As a showcase of such a circumstance, in this article, we comprehensively compare three phase-encoding parameterization types. Starting from an extreme case where the full DoF of a DOE is warranted, we assume each of the graven pixels to be independent of each other, leading to a pixel-wise (PW) parameterized phase distribution during optimization [Fig. 1(a)]. This scheme has been widely used in state-of-the-arts [5,6]. However, the PW model shows very little control over the local smoothness, prone to difficulties in making the exact design sustainable. On the contrary, considering the fabrication feasibility of optics, rotational symmetric shapes are the most favored type for centuries, starting with spherical lenses and later on aspherical ones [14]. Their counterparts in the DOE sense, Fresnel lenses consisting of concentric rings, have also been intensively investigated [15,16]. There is only one DoF being possessed in this type of DOE design, which is the radius of curvature of the surface.
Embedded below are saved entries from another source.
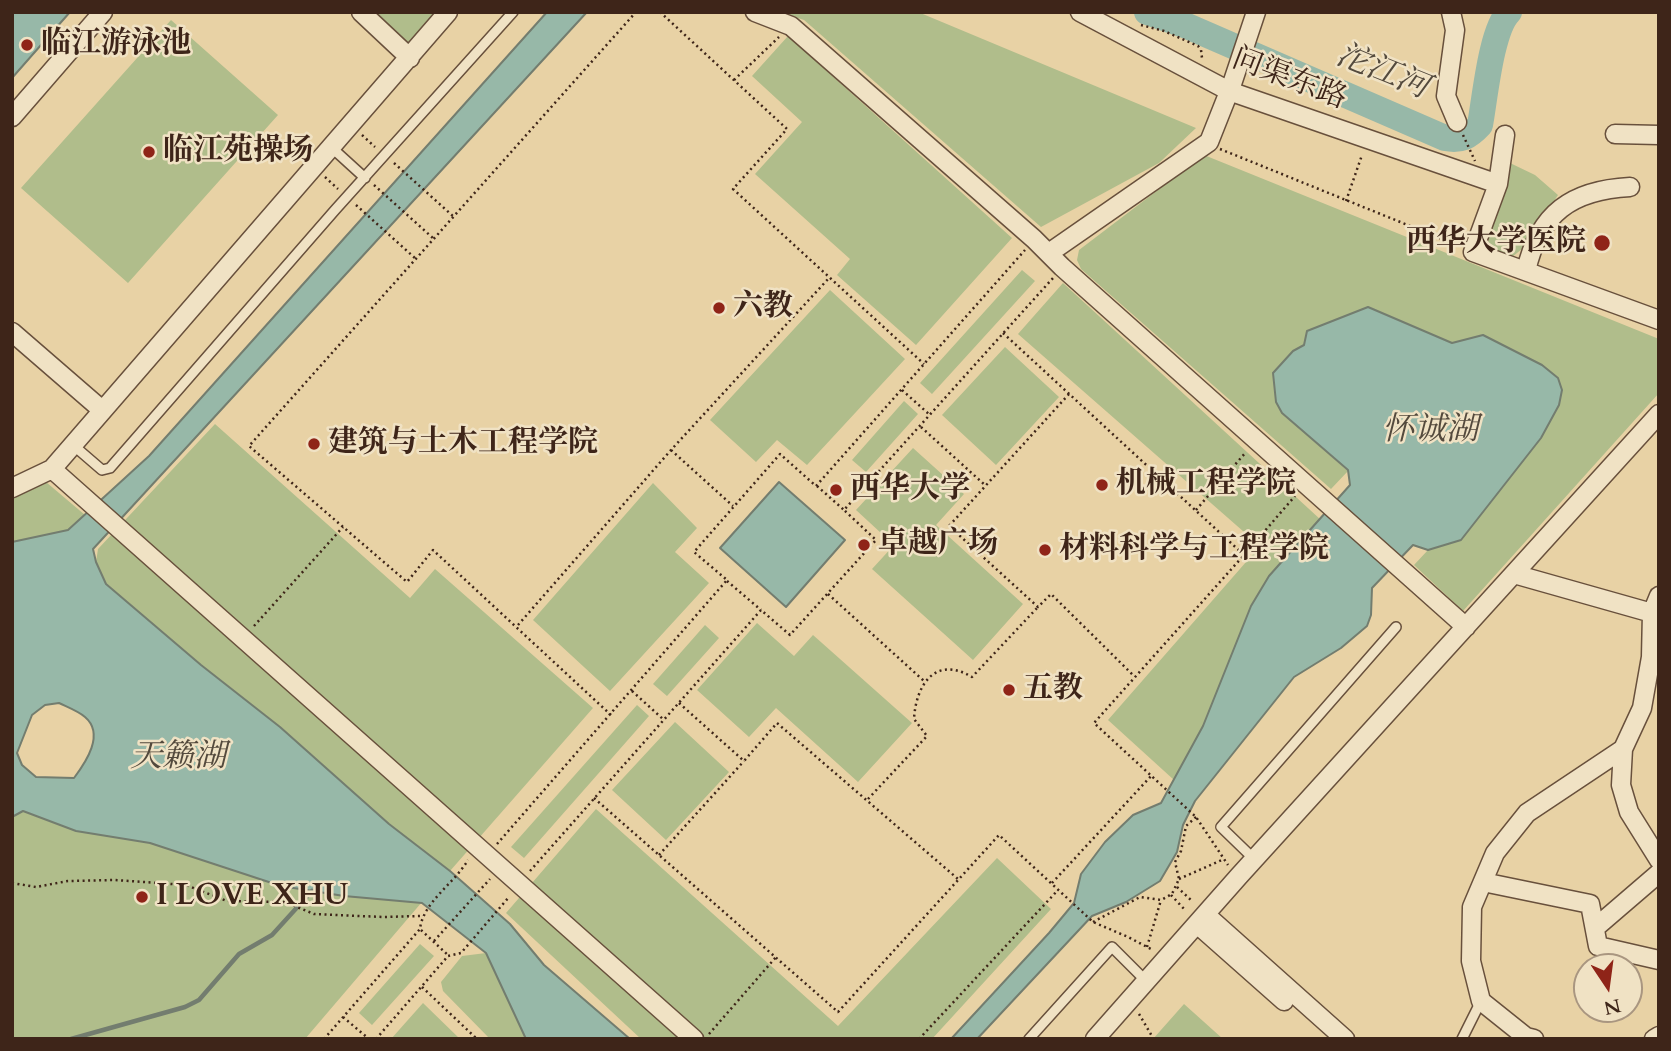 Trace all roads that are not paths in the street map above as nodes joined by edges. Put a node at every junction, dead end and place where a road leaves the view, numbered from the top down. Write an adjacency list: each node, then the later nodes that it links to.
1 (103, 12): 11 (street)
2 (361, 12): 9 (street)
3 (448, 12): 9 (street)
4 (513, 12): 17 (lane)
5 (755, 12): 20 (street)
6 (1080, 12): 10 (street, 问渠东路)
7 (1256, 12): 10 (street)
8 (1451, 12): 12 (street)
9 (410, 58): 16 (street)
10 (1231, 88): 18 (street, 问渠东路); 20 (street)
11 (12, 117)
12 (1457, 122)
13 (1615, 134): 15 (street)
14 (1505, 135): 18 (street)
15 (1659, 135)
16 (331, 147): 17 (lane); 24 (street)
17 (365, 178): 26 (lane)
18 (1498, 184): 21 (street)
19 (1630, 187): 21 (street)
20 (1049, 253): 32 (street)
21 (1527, 271): 22 (street)
22 (1659, 320)
23 (12, 332): 24 (street)
24 (102, 410): 26 (street)
25 (1659, 414): 29 (street)
26 (73, 445): 27 (street)
27 (52, 469): 28 (street); 44 (street)
28 (12, 488)
29 (1514, 574): 30 (street); 32 (street)
30 (1656, 604): 33 (street)
31 (1396, 627): 34 (lane)
32 (1466, 627): 34 (street)
33 (1623, 749): 35 (street); 37 (street)
34 (1254, 859): 38 (street)
35 (1659, 860)
36 (1659, 873): 39 (street)
37 (1483, 882): 39 (street); 42 (street)
38 (1196, 913): 41 (street); 47 (street); 48 (street)
39 (1595, 928): 40 (street)
40 (1659, 960)
41 (1146, 981): 45 (lane); 46 (street)
42 (1482, 1001): 49 (lane); 50 (street)
43 (1659, 1036): 51 (street)
44 (701, 1037)
45 (1030, 1039)
46 (1095, 1039)
47 (1328, 1039)
48 (1345, 1039)
49 (1462, 1039)
50 (1534, 1039)
51 (1654, 1039)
Notably, to enable a higher DoF, one can further relax the radial phase continuity constraint and treat rings as independent variables, thereby, the concentric ring (CR) phase plates [Fig. 1(b)] have been recently reported to solve AiF, MDE, and achromatic imaging problems [7,9,17,18]. Like the conventional spherical optics, the CR model is robust to practical installation and calibration of lenses. Moreover, this symmetric characteristic can not only accelerate the diffraction modeling by dimensionality reduction but also facilitate a relatively practical fabrication process.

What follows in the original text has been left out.